The 2022 Central Economic Work Conference was held in Beijing between December 15 and 16. This note is separated into three sections: 1) briefing, 2) translation of the meeting readout, and 3) annotations on the meeting readout.

The Central Economic Work Conference is China's most authoritative economic policy work conference. It is convened jointly by the Central Committee and the State Council.

Since 1994, the conference has been held annually, usually in December. The conference is attended by leaders from the central and provincial party and state organs, the military and state-owned enterprises.

The conference serves three official functions:

1. reviewing the current year’s economic policy work;
2. analysing the current economic situation; and
3. making arrangements for economic policy work for the next year.

Importantly, the conference readout presents Beijing’s official public assessment of China's economic situation and its economic policy priorities for the upcoming year.


This year's Central Economic Work Conference was held amid uncertainties about China's economic outlook and the COVID situation.

We have some pretty clear signals from the conference on Beijing's assessment of the economic situation and policy priorities for 2023. First, let's see how Beijing's assessment has changed over the last year:

2022 Central Economic Work Conference assessment

2021 Central Economic Work Conference assessment

“the foundation of China's economic recovery is not yet solid, and the three-fold pressure of shrinking demand, supply shocks and weakening expectations remains substantial.
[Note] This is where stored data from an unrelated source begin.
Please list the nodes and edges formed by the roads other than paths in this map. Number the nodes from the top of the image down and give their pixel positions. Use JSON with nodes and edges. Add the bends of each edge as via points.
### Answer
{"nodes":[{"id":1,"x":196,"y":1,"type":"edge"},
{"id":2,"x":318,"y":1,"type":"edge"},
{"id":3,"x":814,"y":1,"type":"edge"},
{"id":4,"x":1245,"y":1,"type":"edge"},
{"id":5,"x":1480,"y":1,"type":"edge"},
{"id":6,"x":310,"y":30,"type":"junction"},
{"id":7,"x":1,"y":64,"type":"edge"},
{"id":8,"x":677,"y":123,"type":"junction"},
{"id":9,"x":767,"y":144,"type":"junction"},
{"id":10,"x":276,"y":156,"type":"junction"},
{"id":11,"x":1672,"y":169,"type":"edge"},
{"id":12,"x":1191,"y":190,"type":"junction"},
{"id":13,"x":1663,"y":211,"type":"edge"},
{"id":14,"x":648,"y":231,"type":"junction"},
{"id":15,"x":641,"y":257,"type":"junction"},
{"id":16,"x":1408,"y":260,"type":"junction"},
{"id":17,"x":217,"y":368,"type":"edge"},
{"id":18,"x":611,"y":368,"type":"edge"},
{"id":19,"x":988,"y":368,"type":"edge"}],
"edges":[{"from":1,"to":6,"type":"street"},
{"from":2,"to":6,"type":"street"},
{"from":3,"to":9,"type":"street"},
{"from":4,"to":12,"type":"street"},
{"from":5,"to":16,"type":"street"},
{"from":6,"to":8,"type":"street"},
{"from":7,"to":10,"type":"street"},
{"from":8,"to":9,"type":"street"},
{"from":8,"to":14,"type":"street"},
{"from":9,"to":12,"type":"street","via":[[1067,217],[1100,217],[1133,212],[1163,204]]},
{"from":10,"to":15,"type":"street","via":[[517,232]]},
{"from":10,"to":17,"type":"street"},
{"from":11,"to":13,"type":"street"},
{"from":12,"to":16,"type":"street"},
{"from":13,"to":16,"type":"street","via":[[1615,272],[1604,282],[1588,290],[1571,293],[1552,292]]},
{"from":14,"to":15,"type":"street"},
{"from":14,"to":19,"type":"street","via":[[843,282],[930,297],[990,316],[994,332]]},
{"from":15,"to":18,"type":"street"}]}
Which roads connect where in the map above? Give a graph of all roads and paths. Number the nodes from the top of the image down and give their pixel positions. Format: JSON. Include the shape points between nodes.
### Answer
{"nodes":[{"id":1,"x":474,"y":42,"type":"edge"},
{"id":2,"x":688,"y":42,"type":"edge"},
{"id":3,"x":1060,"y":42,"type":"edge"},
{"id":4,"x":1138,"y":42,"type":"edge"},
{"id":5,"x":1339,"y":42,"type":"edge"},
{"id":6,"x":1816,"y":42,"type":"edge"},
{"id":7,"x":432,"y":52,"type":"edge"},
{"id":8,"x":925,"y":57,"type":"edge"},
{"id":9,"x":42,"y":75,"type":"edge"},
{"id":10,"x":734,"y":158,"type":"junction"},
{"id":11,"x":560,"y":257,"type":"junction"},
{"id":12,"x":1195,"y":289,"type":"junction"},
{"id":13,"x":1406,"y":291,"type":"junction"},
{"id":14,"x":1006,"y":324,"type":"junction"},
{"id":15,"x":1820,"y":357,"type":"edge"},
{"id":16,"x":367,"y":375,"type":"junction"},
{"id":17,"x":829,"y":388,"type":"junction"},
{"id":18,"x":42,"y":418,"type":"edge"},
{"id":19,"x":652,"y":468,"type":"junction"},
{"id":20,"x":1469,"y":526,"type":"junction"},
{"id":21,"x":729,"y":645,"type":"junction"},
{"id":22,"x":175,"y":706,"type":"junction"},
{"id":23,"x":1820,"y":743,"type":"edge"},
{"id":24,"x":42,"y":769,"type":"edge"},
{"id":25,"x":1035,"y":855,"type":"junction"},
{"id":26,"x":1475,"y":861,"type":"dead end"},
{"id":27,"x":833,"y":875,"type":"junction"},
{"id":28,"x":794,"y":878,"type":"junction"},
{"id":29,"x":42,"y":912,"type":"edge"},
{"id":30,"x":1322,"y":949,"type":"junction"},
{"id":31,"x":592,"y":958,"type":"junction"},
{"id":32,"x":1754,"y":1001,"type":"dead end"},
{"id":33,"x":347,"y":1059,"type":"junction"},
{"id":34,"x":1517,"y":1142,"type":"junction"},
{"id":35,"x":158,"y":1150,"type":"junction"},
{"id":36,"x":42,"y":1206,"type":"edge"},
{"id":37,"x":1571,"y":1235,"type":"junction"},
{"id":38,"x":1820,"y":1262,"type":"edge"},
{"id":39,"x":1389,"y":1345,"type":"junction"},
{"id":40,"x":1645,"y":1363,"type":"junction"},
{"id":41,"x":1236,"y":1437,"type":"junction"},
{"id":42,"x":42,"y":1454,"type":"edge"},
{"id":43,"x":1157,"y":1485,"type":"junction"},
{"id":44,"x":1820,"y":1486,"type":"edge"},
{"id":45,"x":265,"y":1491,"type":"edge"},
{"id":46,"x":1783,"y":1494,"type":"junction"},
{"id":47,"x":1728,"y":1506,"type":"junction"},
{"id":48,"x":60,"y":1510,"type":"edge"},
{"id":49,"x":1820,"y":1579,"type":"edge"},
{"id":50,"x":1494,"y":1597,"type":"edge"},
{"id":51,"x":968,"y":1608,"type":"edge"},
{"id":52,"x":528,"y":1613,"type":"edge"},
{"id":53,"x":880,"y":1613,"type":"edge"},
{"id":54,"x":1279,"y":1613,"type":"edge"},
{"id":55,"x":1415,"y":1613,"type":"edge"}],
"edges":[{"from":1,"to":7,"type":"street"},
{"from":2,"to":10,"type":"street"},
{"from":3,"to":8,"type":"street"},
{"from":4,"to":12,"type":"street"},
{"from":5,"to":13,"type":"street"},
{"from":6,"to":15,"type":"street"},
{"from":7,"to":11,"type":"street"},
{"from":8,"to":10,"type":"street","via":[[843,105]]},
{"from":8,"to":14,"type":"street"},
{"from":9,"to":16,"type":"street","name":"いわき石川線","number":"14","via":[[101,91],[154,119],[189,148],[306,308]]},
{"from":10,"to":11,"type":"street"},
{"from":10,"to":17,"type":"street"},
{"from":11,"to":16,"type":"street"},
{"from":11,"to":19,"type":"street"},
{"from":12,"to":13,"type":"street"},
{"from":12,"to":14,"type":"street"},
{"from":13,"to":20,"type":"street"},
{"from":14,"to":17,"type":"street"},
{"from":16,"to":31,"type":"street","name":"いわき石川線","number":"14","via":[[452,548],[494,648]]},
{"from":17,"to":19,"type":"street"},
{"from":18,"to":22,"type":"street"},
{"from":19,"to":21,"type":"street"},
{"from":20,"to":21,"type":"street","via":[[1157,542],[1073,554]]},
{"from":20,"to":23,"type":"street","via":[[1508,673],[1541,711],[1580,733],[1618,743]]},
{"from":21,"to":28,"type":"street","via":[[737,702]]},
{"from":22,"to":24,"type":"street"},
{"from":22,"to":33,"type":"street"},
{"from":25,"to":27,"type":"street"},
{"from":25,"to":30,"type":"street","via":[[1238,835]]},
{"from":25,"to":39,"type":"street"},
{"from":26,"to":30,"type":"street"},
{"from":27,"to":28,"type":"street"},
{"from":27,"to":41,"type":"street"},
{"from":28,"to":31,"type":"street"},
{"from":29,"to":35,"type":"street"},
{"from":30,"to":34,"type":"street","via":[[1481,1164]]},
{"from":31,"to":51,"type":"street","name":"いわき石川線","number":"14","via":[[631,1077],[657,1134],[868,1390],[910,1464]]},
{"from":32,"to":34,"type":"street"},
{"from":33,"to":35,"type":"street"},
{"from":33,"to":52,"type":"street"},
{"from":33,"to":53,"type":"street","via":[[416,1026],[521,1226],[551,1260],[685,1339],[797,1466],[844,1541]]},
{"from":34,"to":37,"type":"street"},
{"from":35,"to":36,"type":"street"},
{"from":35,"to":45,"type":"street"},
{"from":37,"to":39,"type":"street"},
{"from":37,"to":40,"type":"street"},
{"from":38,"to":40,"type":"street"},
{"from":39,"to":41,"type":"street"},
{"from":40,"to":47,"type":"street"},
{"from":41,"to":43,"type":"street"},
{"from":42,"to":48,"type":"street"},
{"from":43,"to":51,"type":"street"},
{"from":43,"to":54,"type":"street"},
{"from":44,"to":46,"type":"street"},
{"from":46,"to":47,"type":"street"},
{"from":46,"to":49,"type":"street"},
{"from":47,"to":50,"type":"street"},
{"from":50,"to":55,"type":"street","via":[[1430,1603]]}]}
The volatile external environment has had a deepening impact on China’s economy.

[But China’s] economy is resilient and has great potential and vitality, the effects of various policies are emerging [or] continuing to be felt, and overall economic performance is expected to rebound next year.”


“[China's] economic development is facing triple pressure from shrinking demand, supply shocks and weakening expectations. Due to the impact of a once-in-a-century pandemic and accelerated evolution of the major changes [unfolding in the world], [China’s] external environment has become more complex, severe and uncertain. [But China’s] economic resilience is strong, and the long-term positive fundamentals will not change.”